BEGIN Dataset entries
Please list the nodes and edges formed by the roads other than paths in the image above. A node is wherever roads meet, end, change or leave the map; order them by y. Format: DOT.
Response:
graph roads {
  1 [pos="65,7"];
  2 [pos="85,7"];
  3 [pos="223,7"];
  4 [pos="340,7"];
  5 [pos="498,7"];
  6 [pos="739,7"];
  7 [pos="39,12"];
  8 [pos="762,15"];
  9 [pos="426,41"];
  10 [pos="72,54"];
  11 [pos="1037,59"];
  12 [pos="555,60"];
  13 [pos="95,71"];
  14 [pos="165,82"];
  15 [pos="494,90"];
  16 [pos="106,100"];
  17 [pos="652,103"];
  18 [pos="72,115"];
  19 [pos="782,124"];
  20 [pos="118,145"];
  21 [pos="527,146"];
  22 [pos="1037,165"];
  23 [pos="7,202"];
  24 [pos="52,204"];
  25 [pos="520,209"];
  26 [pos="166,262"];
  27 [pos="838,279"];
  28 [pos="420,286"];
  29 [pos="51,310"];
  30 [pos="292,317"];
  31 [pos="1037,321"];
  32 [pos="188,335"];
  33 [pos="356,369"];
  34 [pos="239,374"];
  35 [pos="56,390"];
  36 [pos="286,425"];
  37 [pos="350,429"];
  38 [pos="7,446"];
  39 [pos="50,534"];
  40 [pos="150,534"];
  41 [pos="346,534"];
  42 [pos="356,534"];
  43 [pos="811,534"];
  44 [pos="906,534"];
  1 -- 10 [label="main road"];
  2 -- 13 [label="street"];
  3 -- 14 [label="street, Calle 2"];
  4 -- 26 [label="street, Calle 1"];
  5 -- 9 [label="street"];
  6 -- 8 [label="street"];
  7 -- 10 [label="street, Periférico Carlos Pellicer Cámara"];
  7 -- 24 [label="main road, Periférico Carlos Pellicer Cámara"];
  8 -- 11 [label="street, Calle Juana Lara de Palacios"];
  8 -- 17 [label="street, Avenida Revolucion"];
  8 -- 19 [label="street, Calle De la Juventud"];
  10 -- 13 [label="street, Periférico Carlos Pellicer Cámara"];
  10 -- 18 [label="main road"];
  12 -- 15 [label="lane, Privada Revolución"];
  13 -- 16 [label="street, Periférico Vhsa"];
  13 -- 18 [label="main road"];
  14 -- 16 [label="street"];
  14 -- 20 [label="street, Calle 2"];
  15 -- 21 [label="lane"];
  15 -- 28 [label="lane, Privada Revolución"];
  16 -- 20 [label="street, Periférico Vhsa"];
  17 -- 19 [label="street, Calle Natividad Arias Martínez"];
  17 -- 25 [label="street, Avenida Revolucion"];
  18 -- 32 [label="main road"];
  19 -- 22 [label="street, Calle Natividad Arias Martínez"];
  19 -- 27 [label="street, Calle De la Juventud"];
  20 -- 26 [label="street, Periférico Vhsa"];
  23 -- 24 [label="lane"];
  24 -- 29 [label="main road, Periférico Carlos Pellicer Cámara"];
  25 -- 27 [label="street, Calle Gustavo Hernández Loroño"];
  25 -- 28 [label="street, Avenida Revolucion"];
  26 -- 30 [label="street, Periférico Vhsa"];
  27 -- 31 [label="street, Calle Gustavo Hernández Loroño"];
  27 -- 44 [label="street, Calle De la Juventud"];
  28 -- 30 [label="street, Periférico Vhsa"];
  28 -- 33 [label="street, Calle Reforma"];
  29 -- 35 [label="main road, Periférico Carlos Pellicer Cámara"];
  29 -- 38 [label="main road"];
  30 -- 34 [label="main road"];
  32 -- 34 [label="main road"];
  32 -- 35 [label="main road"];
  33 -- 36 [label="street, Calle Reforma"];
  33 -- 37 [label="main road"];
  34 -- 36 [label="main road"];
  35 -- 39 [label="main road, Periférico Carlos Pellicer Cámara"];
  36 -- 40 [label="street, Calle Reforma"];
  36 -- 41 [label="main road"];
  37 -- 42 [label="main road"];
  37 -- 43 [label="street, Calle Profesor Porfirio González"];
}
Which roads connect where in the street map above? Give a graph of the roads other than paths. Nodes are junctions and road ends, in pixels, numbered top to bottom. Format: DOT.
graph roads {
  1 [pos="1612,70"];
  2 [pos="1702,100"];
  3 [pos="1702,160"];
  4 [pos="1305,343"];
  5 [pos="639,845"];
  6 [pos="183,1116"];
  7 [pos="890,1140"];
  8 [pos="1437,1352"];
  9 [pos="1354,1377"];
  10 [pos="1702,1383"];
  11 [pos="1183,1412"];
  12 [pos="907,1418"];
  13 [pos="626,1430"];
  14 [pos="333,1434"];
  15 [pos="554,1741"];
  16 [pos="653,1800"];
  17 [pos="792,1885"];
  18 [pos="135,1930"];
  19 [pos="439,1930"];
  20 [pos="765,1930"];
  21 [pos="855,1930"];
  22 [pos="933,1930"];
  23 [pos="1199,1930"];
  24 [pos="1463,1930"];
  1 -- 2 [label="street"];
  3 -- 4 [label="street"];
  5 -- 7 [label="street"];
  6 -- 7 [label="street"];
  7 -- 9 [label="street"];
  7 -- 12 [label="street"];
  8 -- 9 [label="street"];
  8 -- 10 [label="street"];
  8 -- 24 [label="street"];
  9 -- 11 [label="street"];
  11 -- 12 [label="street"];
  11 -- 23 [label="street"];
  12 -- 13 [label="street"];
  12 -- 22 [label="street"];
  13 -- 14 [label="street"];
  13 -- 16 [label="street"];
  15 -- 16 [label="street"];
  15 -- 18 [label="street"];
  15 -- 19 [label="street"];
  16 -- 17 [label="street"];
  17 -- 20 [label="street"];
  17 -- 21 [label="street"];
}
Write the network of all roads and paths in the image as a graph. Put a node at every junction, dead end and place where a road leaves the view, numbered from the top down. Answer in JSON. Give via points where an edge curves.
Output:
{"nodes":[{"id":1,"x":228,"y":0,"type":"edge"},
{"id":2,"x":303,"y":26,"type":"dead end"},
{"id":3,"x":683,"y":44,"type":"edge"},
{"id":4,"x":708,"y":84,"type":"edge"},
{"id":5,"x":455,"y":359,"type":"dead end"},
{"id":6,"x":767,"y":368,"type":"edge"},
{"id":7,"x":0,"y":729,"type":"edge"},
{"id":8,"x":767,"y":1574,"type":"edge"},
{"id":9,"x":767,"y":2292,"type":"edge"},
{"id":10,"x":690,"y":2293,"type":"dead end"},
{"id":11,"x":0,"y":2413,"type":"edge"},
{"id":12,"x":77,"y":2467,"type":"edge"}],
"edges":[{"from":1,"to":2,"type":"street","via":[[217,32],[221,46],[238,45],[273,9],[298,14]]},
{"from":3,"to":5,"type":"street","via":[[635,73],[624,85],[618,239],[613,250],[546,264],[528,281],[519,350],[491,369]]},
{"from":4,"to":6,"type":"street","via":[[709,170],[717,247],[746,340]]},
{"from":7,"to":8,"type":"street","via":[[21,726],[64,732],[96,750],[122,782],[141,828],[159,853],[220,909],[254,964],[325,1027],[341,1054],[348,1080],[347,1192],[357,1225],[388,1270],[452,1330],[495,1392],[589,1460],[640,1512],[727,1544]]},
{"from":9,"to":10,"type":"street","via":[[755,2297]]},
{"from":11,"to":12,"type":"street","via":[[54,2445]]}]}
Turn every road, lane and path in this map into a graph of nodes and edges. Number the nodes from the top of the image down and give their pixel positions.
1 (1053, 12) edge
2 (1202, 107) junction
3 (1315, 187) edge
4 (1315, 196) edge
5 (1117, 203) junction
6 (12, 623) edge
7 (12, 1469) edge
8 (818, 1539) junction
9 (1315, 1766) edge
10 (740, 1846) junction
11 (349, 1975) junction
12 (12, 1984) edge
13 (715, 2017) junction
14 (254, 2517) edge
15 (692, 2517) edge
END Dataset entries
| Task to complete |
Whenever a line above contains "Cámara", copy that line.

| Task output |
  7 -- 10 [label="street, Periférico Carlos Pellicer Cámara"];
  7 -- 24 [label="main road, Periférico Carlos Pellicer Cámara"];
  10 -- 13 [label="street, Periférico Carlos Pellicer Cámara"];
  24 -- 29 [label="main road, Periférico Carlos Pellicer Cámara"];
  29 -- 35 [label="main road, Periférico Carlos Pellicer Cámara"];
  35 -- 39 [label="main road, Periférico Carlos Pellicer Cámara"];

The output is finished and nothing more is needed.